America is in a 4 income economy - the number of typical incomes needed to reliably meet basic bills (rent,transpo,food,utils) in most markets.

I've lived thru 8 recessions, none had achieved this level of difficulty. None had so completely barred new entrants to society.

  • ksaj 8 hours ago

    Most people now forget that 50+ years ago, the husband was the sole bread winner, kept his job for most of his life, and could afford the house, car, 4 children and a few pets.

    I read somewhere that when women started working in the war efforts, businesses took advantage and skewed home prices and whatnot to make it so women had no choice but to continue working.
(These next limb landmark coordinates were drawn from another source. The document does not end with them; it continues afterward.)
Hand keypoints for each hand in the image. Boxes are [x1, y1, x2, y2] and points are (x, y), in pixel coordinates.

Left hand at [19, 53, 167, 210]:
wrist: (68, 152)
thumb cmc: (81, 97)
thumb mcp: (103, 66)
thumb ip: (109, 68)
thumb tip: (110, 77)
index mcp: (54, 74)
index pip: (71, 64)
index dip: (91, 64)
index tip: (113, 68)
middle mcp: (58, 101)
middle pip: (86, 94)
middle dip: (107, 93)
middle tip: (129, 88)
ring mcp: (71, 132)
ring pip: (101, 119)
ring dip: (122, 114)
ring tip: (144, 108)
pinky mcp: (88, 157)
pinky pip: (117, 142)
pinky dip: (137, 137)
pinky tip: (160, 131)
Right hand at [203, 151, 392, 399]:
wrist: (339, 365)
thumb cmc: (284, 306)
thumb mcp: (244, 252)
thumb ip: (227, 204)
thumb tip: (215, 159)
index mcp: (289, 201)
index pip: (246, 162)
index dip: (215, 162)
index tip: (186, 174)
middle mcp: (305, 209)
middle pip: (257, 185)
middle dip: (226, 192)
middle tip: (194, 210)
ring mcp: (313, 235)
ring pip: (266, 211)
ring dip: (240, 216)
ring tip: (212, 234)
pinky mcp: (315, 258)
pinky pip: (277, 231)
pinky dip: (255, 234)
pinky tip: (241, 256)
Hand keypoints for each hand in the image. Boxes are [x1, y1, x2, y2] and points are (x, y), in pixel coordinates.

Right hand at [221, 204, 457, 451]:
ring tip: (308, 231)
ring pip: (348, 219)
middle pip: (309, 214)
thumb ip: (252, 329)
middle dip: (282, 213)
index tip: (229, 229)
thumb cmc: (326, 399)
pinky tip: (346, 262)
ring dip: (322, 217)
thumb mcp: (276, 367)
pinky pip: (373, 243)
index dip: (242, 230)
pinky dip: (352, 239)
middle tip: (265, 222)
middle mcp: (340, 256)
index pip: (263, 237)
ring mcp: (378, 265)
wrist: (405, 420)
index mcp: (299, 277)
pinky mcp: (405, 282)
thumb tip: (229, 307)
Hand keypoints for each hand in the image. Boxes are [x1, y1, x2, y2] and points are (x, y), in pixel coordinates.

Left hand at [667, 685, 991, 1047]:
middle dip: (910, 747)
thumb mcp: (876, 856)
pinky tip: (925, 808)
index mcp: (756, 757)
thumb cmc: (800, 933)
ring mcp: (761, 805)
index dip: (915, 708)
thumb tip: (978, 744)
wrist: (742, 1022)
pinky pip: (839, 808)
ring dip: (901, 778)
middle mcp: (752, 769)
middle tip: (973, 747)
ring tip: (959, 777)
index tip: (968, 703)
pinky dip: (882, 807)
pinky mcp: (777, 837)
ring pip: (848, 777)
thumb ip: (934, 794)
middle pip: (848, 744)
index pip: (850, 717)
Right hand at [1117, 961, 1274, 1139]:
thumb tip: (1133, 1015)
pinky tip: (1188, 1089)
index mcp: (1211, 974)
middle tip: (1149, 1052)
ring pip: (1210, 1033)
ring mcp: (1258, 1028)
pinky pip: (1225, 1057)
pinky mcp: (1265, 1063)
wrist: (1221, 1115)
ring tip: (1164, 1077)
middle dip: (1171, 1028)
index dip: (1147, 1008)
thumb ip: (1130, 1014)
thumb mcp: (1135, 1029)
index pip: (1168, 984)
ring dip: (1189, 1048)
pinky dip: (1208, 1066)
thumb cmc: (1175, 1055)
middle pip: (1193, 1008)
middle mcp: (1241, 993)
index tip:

This worked out well, because women wanted to work and have similar social treatment as men.

    The issue then is that things kept skewing to the point where today a childless couple with high paying jobs can barely afford a vehicle and tiny apartment.

    This may or may not be accurate. But it is an interesting opinion that I've heard a number of times over the years.

  • nrhrjrjrjtntbt 17 hours ago

    You mean the average number of full time jobs a single person needs to do to survive? or a couple? or a couple with kids?

    • WarOnPrivacy 5 minutes ago

      Four incomes is the number of full-time jobs paying typical (most obtainable) wages. Presumably that would be 4 people.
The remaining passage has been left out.